Le greffier Le président
Reçu et pris connaissance le :
Monsieur [O] [P]
né le 22 Avril 1992 à [Localité 7] (TUNISIE) (99)
de nationalité Tunisienne
Assisté de , interprète en langue arabe.
Interprète
COUR D'APPEL D'AIX-EN-PROVENCE
Chambre 1-11, Rétentions Administratives
[Adresse 6]
Téléphone : [XXXXXXXX02] - [XXXXXXXX03] - [XXXXXXXX01]
Courriel : [Courriel 4]
Aix-en-Provence, le 11 Septembre 2024
À
- Monsieur le préfet des Bouches-du-Rhône
- Monsieur le directeur du centre de rétention administrative de [Localité 5]

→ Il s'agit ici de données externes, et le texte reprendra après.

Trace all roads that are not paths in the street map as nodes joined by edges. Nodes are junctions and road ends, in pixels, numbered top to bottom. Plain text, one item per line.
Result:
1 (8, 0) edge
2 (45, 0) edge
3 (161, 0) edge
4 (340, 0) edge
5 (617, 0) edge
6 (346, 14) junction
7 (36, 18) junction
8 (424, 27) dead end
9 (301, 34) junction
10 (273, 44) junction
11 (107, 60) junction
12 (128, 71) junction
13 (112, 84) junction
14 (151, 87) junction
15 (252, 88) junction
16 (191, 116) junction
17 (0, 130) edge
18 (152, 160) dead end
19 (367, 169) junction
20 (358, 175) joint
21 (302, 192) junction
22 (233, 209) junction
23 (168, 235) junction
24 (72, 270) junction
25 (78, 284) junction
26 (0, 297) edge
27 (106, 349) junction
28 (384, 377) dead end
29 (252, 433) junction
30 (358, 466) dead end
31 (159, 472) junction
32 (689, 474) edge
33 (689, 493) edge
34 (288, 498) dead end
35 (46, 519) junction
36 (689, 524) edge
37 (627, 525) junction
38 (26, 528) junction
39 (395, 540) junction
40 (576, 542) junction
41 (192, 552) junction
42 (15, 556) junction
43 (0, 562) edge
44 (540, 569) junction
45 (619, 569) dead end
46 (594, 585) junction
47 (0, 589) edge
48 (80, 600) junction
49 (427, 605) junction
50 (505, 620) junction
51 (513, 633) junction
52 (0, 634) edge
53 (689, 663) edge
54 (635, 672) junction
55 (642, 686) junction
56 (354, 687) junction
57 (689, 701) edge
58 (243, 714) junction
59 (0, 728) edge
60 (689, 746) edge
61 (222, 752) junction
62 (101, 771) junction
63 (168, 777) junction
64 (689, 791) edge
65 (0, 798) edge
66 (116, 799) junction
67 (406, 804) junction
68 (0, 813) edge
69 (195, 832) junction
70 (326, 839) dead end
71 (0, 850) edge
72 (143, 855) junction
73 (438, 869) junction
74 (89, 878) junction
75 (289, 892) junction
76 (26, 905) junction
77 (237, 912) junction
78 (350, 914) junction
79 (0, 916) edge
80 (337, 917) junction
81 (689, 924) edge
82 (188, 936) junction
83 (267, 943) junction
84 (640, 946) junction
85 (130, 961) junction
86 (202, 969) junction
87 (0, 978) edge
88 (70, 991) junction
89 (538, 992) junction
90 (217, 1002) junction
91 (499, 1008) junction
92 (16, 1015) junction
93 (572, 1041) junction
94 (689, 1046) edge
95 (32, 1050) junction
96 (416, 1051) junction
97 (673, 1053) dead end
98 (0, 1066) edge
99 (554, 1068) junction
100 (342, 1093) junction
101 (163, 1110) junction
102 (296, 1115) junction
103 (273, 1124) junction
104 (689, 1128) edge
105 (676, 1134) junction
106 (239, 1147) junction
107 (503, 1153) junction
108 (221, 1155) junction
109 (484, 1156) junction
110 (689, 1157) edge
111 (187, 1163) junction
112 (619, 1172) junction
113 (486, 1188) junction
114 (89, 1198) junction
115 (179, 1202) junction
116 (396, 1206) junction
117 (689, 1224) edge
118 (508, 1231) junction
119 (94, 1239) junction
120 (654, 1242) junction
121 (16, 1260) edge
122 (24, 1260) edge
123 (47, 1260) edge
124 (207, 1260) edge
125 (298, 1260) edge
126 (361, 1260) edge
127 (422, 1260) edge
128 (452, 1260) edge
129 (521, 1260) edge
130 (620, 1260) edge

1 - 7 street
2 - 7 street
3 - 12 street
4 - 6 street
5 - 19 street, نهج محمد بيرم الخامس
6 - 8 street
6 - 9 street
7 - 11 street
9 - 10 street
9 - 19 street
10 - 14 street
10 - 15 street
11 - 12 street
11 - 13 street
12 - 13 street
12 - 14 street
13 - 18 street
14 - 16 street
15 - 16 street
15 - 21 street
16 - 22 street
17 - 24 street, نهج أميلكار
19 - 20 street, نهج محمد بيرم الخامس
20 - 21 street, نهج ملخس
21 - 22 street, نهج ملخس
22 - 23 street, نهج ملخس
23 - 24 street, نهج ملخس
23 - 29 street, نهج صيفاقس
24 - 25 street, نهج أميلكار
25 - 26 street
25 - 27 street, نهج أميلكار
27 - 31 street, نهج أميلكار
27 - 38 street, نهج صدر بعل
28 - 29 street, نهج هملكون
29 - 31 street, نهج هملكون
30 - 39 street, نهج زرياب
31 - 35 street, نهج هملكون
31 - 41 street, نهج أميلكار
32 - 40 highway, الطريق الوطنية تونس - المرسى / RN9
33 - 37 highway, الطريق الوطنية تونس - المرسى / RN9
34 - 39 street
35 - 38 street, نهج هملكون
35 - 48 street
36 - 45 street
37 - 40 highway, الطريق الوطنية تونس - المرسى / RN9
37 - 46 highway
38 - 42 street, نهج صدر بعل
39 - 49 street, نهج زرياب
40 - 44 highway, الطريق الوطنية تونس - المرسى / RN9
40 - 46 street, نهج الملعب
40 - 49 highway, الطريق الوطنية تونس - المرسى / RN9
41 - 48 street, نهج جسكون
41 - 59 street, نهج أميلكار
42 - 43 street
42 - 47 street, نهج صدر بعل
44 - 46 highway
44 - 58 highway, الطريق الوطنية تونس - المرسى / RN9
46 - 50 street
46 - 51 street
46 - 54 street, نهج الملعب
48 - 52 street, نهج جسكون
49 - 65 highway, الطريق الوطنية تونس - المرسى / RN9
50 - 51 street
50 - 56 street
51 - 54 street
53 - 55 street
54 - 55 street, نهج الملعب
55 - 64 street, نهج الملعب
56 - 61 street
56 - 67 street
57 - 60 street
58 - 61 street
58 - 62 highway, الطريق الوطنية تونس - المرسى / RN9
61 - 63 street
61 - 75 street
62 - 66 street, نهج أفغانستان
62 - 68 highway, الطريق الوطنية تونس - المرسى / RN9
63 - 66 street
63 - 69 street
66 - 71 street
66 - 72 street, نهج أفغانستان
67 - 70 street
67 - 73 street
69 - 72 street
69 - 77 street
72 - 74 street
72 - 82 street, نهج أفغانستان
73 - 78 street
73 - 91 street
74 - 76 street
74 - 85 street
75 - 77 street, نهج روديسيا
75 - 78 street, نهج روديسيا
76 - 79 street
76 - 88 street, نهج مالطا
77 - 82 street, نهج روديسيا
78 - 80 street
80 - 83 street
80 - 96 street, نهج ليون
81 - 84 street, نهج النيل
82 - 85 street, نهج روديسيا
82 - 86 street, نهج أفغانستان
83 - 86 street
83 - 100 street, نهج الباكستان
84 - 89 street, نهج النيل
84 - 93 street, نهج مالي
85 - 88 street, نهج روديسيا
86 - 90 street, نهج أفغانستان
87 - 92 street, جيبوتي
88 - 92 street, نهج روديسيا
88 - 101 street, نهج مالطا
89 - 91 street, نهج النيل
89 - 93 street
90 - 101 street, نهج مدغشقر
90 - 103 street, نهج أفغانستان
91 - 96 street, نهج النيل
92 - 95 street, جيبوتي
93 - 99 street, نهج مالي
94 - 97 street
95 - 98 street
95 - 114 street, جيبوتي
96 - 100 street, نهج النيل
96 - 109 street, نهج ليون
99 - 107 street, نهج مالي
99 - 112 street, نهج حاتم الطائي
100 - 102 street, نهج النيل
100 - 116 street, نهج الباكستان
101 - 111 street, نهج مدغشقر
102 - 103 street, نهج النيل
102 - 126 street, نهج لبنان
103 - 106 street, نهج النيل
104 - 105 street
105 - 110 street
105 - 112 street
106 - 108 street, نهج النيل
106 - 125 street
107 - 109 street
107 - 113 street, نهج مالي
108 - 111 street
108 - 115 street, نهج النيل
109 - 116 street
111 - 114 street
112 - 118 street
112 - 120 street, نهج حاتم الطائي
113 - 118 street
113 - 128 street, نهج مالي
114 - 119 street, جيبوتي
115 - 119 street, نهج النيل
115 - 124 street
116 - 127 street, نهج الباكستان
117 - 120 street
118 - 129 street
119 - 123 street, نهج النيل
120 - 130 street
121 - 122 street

- Monsieur le procureur général
- Monsieur le greffier du Juge des libertés et de la détention de MARSEILLE
- Maître Ariane FONTANA
NOTIFICATION D'UNE ORDONNANCE
J'ai l'honneur de vous notifier l'ordonnance ci-jointe rendue le 11 Septembre 2024, suite à l'appel interjeté par :
Monsieur [O] [P]
né le 22 Avril 1992 à [Localité 7] (TUNISIE) (99)
de nationalité Tunisienne
Je vous remercie de m'accuser réception du présent envoi.
Le greffier,
VOIE DE RECOURS
Nous prions Monsieur le directeur du centre de rétention administrative de bien vouloir indiquer au retenu qu'il peut se pourvoir en cassation contre cette ordonnance dans un délai de 2 mois à compter de cette notification, le pourvoi devant être formé par déclaration au greffe de la Cour de cassation.